The focus of the FSA was stated as being to bring down the government and to work hand-in-hand with the demonstrators.
However, there seems to be another side to the start of the conflict. According to various sources, which include Syrian officials and independent observers, in each of the demonstrations there appeared to be a small number of people who were the core instigators. These people are described as of Arabic decent but not Syrian.
Eye witness statements claim that these infiltrators moved around within main groups of protesters and fired on Syrian security forces using other protesters as a ‘shield’, or to provoke Syrian forces to fire into the crowd.
Throughout the course of the conflict various groups have joined the FSA, most of them being radical Islamic based organisations, very similar (if not the same) as those financed through Operation Cyclone in Afghanistan.
From the beginning of their involvement, much of the equipment used by the FSA is new and originates from the United States, Israel, and European sources. Pictures show crates of rifles and other equipment which have clearly been supplied in bulk, as well as pictures of fighters using new rifles etc.
Mossad, CIA, Blackwater employees and other intelligence and military operatives from around the world have been reported to have been involved in the conflict from the start. This includes the alleged capture of 13 French undercover military personnel in March 2012.
In 2012, Wikileaks released an email from US private intelligence company Stratfor. In the email were details of a confidential meeting at the Pentagon attended by senior analysts from the US Air Force, France, and the UK.
The author of the email stated “…said without saying that SOF [special operation forces] teams (presumably from the US, UK, France, Jordan and Turkey) are already on the ground, focused on recce [reconnaissance] missions and training opposition forces.”
There is also expansion on the role of undercover commandos by US army experts, which stated “the idea ‘hypothetically’ is to commit guerrilla attacks, assassination campaigns, try to break the back of the Alawite forces, elicit collapse from within.”
But there is one very simple question that has yet to be answered by any of the FSA supporting governments. Why would anyone support Islamic extremists, providing them with expert training, advanced and new weaponry, and billions of dollars in financial aid?
Logically, it doesn’t make sense – and it makes even less sense when western governments are pronouncing their ‘war on terror’ and that al-Qaeda/Islamic State are a serious threat to world democracy and peace.

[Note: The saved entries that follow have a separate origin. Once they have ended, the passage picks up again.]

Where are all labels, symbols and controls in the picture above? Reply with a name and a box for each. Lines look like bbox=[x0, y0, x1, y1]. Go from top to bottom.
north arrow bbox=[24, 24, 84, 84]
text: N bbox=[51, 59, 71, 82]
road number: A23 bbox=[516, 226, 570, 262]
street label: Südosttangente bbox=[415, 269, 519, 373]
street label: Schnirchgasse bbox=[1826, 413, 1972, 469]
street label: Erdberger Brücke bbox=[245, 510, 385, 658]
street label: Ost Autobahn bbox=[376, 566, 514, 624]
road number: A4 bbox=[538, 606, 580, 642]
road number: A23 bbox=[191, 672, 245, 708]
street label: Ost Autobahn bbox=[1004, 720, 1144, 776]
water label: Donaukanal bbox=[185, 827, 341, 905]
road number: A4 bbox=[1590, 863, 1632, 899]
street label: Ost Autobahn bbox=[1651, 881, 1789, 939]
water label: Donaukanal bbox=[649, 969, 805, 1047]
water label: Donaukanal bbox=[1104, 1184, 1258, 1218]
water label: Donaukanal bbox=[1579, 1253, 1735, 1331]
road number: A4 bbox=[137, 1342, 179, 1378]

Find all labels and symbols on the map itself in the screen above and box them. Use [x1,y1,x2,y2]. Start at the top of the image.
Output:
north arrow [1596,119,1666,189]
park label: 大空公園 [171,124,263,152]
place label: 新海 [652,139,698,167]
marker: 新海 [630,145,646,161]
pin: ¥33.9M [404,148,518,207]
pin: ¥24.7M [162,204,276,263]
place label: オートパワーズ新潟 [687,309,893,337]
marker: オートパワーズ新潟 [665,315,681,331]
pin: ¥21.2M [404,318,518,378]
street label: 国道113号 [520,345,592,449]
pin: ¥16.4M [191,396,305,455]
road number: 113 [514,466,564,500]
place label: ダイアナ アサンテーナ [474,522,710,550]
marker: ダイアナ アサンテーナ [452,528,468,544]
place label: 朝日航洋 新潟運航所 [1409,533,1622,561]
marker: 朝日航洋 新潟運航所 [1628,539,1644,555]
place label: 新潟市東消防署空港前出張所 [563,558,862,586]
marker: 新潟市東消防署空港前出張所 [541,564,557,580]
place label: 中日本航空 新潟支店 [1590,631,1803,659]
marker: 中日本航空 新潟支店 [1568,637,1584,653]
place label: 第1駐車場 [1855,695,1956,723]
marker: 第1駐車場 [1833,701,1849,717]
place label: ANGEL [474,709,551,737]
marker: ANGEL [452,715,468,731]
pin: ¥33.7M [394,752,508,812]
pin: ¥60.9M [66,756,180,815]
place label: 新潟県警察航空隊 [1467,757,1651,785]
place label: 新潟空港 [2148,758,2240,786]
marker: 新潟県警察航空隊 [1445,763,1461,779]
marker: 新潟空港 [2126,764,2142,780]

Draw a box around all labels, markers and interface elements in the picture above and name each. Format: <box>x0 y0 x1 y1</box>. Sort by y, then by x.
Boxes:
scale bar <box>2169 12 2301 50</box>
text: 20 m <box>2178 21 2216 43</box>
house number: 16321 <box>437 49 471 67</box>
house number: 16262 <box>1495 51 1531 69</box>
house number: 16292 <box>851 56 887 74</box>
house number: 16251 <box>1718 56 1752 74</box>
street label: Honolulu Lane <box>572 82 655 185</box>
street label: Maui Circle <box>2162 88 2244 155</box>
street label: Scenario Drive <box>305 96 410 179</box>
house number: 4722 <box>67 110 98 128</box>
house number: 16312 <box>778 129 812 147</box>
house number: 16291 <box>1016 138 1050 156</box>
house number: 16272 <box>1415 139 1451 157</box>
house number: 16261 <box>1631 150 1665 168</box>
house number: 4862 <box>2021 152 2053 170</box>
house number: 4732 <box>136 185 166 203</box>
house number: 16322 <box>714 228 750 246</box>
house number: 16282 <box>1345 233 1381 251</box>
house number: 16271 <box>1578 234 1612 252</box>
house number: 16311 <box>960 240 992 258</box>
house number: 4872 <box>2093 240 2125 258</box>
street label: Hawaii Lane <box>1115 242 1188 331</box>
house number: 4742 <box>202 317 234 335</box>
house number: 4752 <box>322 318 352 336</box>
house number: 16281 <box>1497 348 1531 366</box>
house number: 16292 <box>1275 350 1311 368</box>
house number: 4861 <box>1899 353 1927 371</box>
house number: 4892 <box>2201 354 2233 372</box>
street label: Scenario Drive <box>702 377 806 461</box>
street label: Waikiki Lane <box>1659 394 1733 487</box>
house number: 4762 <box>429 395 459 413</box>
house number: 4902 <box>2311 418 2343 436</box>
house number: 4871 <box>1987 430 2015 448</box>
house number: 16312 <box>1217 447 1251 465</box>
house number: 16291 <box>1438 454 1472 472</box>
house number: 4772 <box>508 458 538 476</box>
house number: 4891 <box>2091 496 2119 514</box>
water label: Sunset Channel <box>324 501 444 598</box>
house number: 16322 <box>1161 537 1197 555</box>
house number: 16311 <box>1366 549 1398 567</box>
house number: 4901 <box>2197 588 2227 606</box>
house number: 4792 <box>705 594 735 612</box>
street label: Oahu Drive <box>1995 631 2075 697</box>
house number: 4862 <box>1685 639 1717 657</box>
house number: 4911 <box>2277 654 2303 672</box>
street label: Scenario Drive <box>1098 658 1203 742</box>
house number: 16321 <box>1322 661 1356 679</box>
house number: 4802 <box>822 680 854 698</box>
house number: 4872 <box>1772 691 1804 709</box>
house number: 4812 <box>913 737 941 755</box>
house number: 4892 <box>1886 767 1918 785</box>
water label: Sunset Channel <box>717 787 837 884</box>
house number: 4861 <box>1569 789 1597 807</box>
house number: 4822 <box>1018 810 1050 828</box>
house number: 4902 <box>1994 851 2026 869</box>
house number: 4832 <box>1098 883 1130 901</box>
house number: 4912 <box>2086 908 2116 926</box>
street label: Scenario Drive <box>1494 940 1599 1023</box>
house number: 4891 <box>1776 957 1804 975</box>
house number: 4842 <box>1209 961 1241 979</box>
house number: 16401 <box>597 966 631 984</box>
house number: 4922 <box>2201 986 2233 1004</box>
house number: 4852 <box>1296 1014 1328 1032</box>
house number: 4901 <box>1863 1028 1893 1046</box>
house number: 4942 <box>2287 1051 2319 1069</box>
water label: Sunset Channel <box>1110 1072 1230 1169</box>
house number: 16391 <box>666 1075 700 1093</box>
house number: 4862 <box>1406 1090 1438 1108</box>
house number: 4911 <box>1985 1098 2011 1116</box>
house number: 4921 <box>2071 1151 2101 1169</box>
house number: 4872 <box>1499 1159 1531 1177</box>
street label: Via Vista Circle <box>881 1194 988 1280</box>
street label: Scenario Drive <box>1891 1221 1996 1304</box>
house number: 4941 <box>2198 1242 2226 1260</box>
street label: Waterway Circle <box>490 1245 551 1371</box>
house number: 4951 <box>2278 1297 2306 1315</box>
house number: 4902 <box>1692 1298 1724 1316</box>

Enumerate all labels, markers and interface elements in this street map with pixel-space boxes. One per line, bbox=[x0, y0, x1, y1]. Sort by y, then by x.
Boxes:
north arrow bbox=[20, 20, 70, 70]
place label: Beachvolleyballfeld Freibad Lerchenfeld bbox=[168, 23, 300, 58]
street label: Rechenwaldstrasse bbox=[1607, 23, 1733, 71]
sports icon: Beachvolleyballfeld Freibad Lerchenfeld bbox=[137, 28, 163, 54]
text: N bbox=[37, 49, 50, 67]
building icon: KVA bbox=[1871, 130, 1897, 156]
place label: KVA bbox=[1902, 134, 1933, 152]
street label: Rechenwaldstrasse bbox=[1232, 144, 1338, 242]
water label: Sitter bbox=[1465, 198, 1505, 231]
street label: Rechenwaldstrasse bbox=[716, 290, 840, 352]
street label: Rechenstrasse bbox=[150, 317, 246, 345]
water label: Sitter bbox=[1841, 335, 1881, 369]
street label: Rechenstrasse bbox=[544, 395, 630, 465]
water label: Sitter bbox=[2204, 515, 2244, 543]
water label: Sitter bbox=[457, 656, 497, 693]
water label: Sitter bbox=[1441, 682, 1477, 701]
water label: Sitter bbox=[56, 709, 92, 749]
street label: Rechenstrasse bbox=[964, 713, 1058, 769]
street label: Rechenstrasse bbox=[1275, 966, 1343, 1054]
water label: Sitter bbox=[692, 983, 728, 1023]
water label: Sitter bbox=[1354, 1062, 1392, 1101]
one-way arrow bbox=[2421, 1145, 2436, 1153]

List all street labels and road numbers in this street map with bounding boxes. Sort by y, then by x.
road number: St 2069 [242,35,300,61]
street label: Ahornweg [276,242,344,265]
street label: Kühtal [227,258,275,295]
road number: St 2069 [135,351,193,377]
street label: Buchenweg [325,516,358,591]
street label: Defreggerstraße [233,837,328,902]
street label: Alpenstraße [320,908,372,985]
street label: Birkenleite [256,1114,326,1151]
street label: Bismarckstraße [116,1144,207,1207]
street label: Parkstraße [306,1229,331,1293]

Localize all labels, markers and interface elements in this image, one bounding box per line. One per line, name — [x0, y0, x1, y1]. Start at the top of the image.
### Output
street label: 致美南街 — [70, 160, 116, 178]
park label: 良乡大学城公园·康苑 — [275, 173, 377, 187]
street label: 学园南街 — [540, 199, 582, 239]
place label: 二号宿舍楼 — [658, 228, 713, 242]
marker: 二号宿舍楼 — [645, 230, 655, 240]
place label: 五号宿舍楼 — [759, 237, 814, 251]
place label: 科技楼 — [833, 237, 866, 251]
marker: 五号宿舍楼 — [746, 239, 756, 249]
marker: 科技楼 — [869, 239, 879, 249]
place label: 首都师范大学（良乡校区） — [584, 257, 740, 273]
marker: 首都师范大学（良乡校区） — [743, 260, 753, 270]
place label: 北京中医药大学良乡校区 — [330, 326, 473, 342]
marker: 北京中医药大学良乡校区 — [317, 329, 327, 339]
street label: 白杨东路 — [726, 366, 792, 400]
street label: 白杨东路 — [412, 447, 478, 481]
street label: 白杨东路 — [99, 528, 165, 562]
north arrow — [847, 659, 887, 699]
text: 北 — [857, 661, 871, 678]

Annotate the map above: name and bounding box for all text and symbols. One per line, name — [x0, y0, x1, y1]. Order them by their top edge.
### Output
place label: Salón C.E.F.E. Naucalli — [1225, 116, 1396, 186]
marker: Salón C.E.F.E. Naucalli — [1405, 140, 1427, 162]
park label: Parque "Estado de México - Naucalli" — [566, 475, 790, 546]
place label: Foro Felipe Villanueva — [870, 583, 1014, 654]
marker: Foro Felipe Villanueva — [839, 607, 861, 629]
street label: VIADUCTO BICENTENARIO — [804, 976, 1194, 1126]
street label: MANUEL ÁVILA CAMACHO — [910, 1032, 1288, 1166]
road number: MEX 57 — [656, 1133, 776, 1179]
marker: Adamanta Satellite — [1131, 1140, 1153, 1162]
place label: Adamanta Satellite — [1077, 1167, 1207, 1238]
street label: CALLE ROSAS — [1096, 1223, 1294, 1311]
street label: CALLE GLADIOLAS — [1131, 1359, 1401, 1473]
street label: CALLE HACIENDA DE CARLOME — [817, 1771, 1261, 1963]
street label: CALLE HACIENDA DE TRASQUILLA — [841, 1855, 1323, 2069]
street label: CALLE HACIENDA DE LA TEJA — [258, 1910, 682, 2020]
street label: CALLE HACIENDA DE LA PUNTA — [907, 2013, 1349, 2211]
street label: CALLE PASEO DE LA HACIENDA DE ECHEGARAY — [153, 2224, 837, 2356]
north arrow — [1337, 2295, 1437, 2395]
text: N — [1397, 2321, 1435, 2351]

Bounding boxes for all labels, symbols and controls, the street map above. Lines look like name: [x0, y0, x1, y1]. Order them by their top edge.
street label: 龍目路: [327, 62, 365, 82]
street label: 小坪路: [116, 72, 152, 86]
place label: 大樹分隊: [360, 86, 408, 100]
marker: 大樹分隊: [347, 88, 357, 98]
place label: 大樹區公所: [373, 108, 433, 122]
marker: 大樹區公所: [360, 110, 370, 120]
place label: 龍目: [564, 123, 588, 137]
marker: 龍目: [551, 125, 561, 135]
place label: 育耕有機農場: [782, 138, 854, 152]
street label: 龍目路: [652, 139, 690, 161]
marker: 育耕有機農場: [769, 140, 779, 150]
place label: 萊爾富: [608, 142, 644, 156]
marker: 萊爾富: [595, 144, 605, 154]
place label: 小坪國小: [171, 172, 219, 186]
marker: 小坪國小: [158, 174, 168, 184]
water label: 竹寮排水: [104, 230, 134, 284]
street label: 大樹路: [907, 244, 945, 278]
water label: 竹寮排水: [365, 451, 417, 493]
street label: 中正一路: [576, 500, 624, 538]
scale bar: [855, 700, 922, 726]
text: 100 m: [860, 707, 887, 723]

As recently as 2013 UK Prime Minister Cameron was convinced he would gain support at the G8 summit for supplying and supporting the FSA, even though it was well reported at the time that the majority of the ‘freedom fighters’ were Islamic extremists.
Fortunately his plan was stopped by a parliamentary vote.
When he was asked to explain why he was so in favour of supporting the FSA when he knew al-Qaeda and other Islamic organisations were involved he avoided answering by launching into a tirade of personal insults against the person who had asked.
Anti-Assad propaganda has also been extensive within mainstream western media.
In particular, the BBC has been criticised many times for its coverage of the conflict and has been accused of misreporting, and of re-editing reports to support the official UK government position/propaganda.
Shortly after the conflict started, BBC Foreign Correspondent Lyse Doucet was allowed entry into Syria (while at the same time claiming in her report that foreign journalists were not being allowed in to the country) and was lambasted by local people for the BBC’s misrepresentation of life in Syria under the Assad regime.
Mainstream media in the US have bombarded the population with misinformation and speculation about Syria and the Syrian conflict. Again, much of this information merely regurgitates their government’s official accounts rather than the truth.
Despite the propaganda surrounding the controlling Ba’ath Party and President Bashar al-Assad, many Syrians see him as something of a progressive since he took over from his father.
Within a year of becoming President, Assad embarked on reforming the corrupt government.
When Assad took over the Presidency, Syria’s economy was in terrible shape. Lost were the decades of support from the Soviet Union after its collapse in 1991. A serious recession in the mid-1990s was exacerbated by Syria squandering its oil revenues on its second rate army. However, by 2001, Syria exhibited many signs of a modern society—cell phones, satellite television, trendy restaurants and Internet cafes.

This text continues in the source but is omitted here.